Asteroid dust that made it back to Earth in 2010 reveals tough 'rubble piles' are common
Saving the Earth from an incoming planet-killing asteroid may one day come down to what we learned from three tiny grains of material collected from the asteroid Itokawa.
The tiny grains, which are invisible to the naked eye, are among the rarest scientific samples that exist.
"When you handle them there's a chance you can lose them. As you can imagine, you're really, really afraid this can happen," said Fred Jourdan, a professor of geochronology from Curtin University in Perth, Australia.
In 2003 the Japanese Space Agency launched the Hayabusa spacecraft on a mission to become the world's first space probe to visit an asteroid and return samples to Earth.
The asteroid, discovered in 1998 and named after Japanese rocket engineer Hideo Itokawa, formed in the asteroid belt between Mars and Jupiter, but then was ejected into its Earth-crossing orbit about two million kilometres away.
A malfunction that occurred with the probe's sample catcher meant that, much to the dismay of scientists on the ground, it returned to Earth with only a few micrograms — about 1,500 particles of asteroid dust — instead of the several grams they were hoping to retrieve.
"So every single one of [the grains] is so priceless," Jourdan told Quirks & Quarks host Bob McDonald.
When the spacecraft visited the asteroid in 2005, one of the first things scientists realized is that this asteroid Itokawa is what's known as a "rubble pile" instead of a solid chunk of rock.
"The name says it all. It's just a pile of rubble, so there's boulder, gravel, pebbles, dust and a lot of void spacing inside it," Jourdan said.
They form when one asteroid in the asteroid belt slams into and destroys another that's made of solid rock — what Jourdan refers to as a "monolith" asteroid — and the fragments from the impact reassemble.
According to Jourdan, the million dollar question then became: When did the impact occur that created Itokawa?
Previously, researchers hypothesized from theoretical models that most rubble pile asteroids are likely only a few hundred million years old.

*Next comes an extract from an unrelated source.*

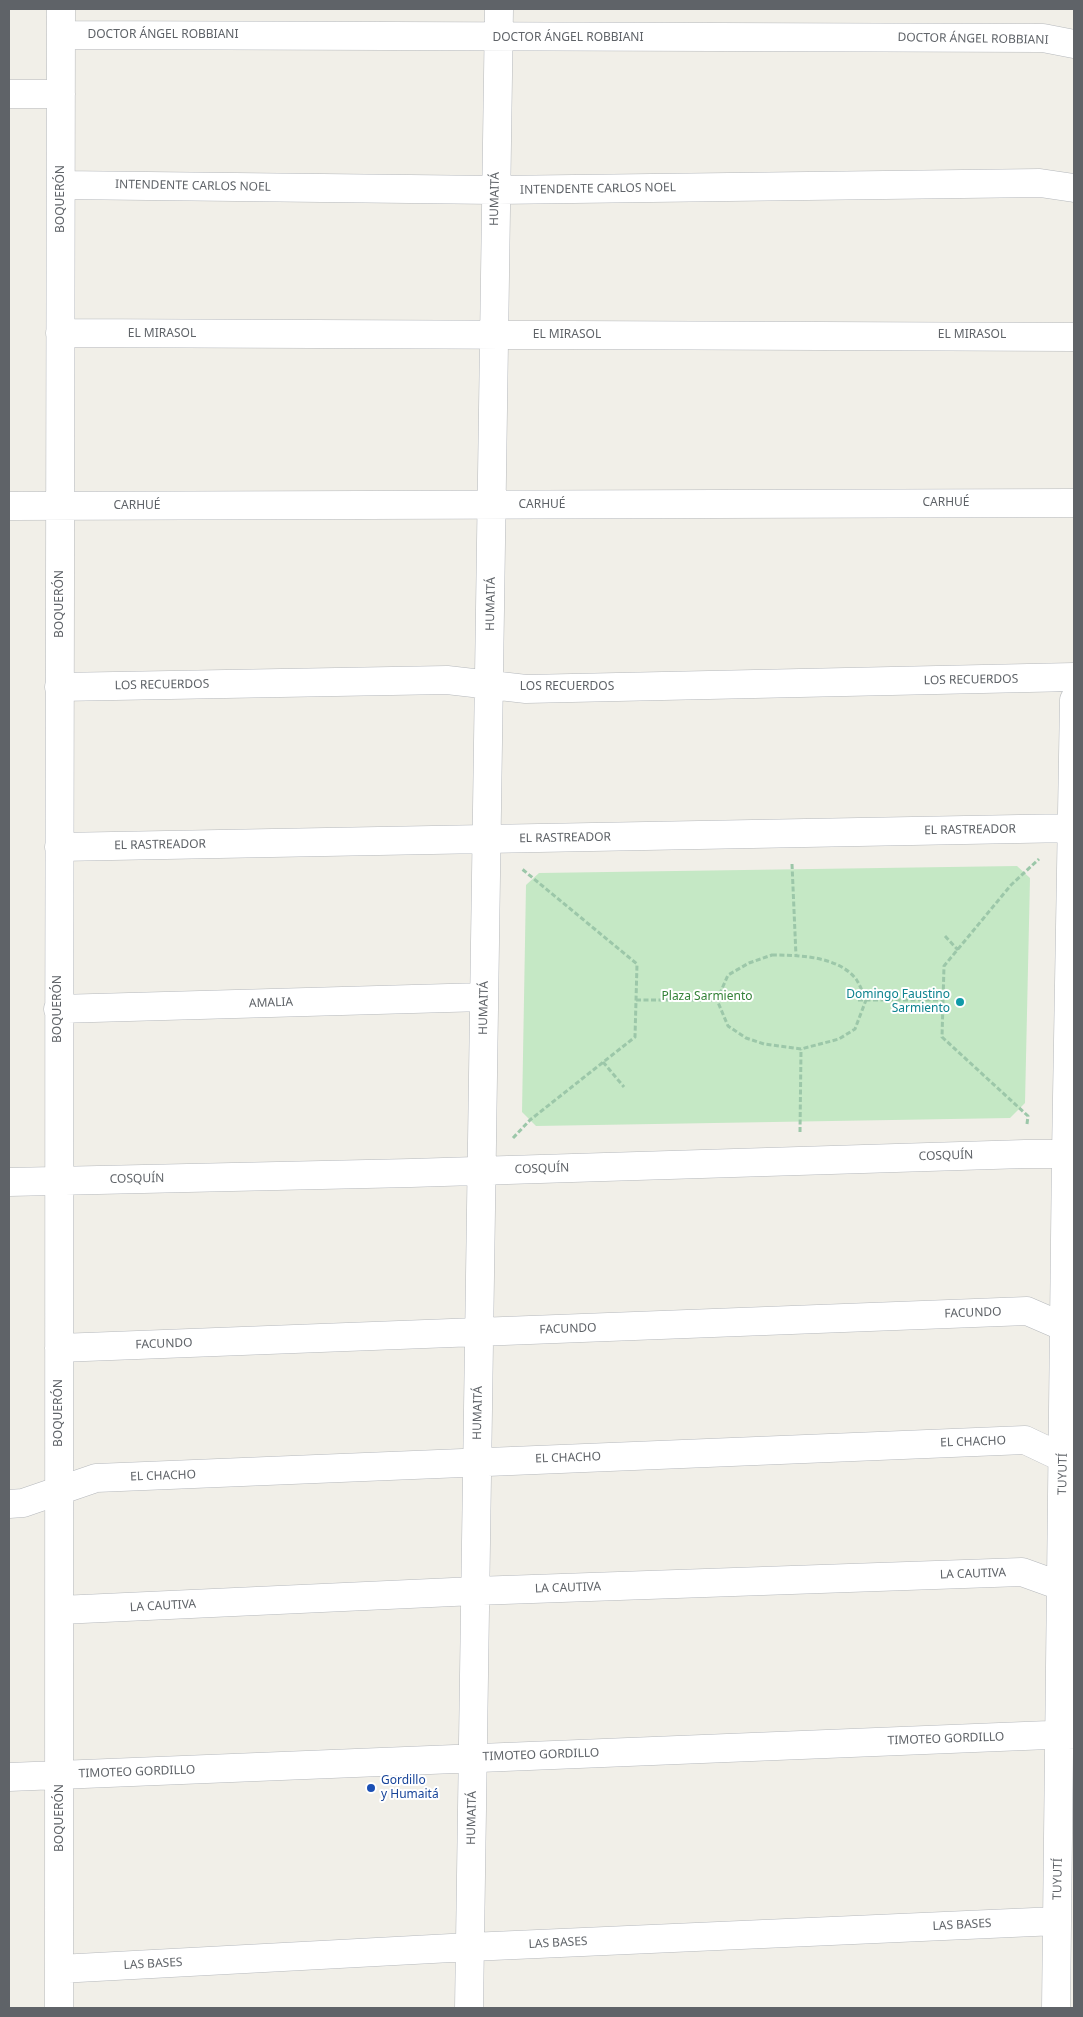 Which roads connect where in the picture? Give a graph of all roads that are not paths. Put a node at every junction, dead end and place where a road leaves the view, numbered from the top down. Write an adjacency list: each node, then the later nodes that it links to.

But Itokawa appears to be an exception to that rule. "The result we got is it's at least 4.2 billion years old, so almost as old as the solar system itself which is 4.56 billion [years old]," said Jourdan.

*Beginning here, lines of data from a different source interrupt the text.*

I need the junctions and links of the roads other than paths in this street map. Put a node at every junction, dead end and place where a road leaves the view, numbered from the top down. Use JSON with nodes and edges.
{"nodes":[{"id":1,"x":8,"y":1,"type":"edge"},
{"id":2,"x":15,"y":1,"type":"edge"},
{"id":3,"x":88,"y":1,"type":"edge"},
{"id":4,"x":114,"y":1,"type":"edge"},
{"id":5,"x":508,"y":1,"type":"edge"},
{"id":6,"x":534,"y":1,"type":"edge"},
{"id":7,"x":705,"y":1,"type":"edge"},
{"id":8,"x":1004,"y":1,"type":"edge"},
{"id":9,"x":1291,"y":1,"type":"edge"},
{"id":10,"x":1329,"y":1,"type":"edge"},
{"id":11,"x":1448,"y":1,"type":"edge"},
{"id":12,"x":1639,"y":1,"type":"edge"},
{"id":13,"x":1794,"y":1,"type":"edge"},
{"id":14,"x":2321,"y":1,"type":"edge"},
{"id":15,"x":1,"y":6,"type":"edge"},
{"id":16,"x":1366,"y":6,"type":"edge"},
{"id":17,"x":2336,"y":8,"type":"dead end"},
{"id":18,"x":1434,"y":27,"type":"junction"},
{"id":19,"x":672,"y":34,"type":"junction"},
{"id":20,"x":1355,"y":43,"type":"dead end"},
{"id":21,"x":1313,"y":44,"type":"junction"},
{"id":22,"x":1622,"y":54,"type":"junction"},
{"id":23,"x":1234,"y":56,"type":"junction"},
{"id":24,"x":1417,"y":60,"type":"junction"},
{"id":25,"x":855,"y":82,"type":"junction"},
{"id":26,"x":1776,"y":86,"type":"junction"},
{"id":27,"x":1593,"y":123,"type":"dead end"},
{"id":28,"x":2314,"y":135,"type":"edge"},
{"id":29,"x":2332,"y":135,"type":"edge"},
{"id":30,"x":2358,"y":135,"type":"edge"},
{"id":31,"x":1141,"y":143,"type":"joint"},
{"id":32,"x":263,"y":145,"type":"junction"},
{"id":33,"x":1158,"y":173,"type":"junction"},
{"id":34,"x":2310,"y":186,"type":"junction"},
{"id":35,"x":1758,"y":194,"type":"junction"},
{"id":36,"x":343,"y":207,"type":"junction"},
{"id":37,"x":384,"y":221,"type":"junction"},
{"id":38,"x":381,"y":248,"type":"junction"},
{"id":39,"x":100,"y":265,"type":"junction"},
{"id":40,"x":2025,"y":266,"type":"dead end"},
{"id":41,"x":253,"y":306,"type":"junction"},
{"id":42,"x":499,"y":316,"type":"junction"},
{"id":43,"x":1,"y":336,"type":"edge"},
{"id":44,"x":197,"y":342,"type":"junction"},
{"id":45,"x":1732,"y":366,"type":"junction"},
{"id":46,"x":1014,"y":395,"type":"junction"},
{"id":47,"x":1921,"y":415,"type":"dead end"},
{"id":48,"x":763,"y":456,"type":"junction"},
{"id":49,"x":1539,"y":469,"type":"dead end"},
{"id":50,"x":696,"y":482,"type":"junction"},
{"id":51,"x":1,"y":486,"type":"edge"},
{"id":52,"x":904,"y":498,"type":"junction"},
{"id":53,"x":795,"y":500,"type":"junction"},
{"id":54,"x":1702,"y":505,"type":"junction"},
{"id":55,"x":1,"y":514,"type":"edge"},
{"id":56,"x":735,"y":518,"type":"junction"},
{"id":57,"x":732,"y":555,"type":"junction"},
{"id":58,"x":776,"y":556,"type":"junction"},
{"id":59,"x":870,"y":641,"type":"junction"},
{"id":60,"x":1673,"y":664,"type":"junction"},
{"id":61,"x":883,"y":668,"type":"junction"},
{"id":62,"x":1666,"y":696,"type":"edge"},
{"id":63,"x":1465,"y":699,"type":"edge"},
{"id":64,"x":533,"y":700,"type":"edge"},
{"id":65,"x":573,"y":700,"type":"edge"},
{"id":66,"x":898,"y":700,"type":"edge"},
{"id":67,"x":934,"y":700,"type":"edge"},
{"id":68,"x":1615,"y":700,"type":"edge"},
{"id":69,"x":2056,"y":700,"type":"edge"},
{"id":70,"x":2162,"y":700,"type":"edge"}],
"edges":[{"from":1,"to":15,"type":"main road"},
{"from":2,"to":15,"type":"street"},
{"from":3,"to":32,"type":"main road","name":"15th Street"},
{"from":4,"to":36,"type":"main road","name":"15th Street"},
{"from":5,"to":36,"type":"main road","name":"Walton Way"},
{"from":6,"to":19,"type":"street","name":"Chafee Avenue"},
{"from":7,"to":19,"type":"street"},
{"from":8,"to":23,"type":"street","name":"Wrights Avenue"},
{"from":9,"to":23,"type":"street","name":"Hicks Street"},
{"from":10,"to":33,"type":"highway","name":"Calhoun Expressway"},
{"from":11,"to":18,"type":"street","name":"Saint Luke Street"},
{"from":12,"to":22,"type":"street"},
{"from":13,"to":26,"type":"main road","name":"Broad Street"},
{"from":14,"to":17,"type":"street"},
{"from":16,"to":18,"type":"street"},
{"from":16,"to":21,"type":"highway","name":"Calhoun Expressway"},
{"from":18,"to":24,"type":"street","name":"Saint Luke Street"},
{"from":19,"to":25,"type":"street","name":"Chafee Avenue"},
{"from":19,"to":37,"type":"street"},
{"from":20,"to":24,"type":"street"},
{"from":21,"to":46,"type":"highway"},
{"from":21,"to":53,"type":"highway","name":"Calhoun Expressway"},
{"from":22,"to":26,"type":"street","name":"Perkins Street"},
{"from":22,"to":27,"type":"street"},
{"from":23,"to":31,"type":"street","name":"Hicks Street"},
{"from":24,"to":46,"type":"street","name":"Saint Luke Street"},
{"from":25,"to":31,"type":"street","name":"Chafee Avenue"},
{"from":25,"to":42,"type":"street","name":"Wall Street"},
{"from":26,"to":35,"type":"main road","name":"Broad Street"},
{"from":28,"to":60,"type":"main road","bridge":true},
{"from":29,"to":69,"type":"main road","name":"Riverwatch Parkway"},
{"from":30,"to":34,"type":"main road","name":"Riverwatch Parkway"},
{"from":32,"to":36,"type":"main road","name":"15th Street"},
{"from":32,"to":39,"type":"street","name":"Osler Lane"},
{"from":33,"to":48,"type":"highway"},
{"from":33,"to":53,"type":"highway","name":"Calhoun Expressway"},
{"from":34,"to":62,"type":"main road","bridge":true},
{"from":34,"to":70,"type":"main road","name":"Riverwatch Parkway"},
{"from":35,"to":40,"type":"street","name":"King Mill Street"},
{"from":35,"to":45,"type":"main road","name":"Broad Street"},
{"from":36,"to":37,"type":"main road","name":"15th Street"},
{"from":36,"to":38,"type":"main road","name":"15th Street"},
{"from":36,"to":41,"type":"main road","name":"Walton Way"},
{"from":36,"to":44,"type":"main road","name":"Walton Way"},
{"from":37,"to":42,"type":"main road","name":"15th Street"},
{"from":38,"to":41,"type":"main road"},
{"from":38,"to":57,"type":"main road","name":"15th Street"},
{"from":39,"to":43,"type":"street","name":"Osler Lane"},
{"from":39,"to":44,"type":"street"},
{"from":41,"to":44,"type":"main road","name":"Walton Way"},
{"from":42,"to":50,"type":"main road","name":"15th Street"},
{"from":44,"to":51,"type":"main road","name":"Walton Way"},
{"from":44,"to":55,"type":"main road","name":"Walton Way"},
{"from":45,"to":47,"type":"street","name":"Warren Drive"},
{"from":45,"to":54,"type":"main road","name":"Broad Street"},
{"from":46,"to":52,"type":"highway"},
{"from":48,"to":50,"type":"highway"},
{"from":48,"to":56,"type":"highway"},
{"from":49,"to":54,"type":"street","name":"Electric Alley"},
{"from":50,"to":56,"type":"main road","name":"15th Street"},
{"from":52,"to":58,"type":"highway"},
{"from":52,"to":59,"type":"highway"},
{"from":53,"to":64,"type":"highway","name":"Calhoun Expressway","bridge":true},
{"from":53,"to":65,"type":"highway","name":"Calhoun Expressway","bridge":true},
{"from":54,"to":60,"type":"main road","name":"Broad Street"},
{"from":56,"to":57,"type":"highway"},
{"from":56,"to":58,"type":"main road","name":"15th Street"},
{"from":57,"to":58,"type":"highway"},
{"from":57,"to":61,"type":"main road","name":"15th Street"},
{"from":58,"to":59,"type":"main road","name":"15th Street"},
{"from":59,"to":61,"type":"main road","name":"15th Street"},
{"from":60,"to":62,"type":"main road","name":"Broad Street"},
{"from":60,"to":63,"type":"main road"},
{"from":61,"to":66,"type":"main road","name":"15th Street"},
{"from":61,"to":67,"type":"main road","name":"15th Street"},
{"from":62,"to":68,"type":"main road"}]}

His study of the asteroid sample appeared in December in the journal PNAS.
Shock resistant 'void space'
The asteroid belt is a place where asteroids obliterate each other, then reform new asteroids out of the rubble, so the fact Itokawa has been around so long suggests these types of asteroids may be shatterproof.
"Because they can take a beating, as demonstrated by their age in the asteroid belt," he said, "they're really resistant to shock."
Forty per cent of the asteroid Itokawa is void space, which explains how it absorb shocks so well.
Pummeling a solid chunk of rock with a sledgehammer smashes it into pieces; slamming it into a pile of rubble, on the other hand, doesn't have the same effect.
"You look at the pile [after]; it looks exactly the same. Why is that? Because the energy has completely been absorbed by the void space in it," Jourdan explained.
A bigger push for surprise shock resistant asteroids
The implications of this could help us better deflect an Earth-bound asteroid like this in the future, especially if we get very little notice that it's on the way.
In the fall of 2022, NASA nudged a different rubble pile asteroid, named Dimorphos, from its orbit as part of their Double Asteroid Redirection Test (DART), by slamming an unmanned spacecraft directly into it.
The test went well, in large part, because scientists had years to plan for this mission, and it was sufficiently far enough away. If the asteroid really was on a collision course with the Earth, that subtle change in its direction might be enough avoid a disastrous impact if it's done early enough.
Jourdan said that's great when we get a lot of notice but what if we only have a month's notice that an asteroid is on a crash course for our planet?
His findings suggest a rubble pile asteroid would be shock resistant enough to survive us giving it a big push, perhaps with a nuclear explosion detonated beside it. It would then be redirected without shattering into smaller, but still potentially dangerous, chunks that could rain down on Earth.
These types of asteroids made from rubble seem to be more common than we once thought.
Jourdan said every asteroid humans have sent spacecraft to, like Ryugu, Bennu, Dimorphos and Didymos, are all rubble pile asteroids, so it's time to start specifically preparing for this kind of threat.
"We need to learn to defend ourselves against rubble piles, not monolith asteroids."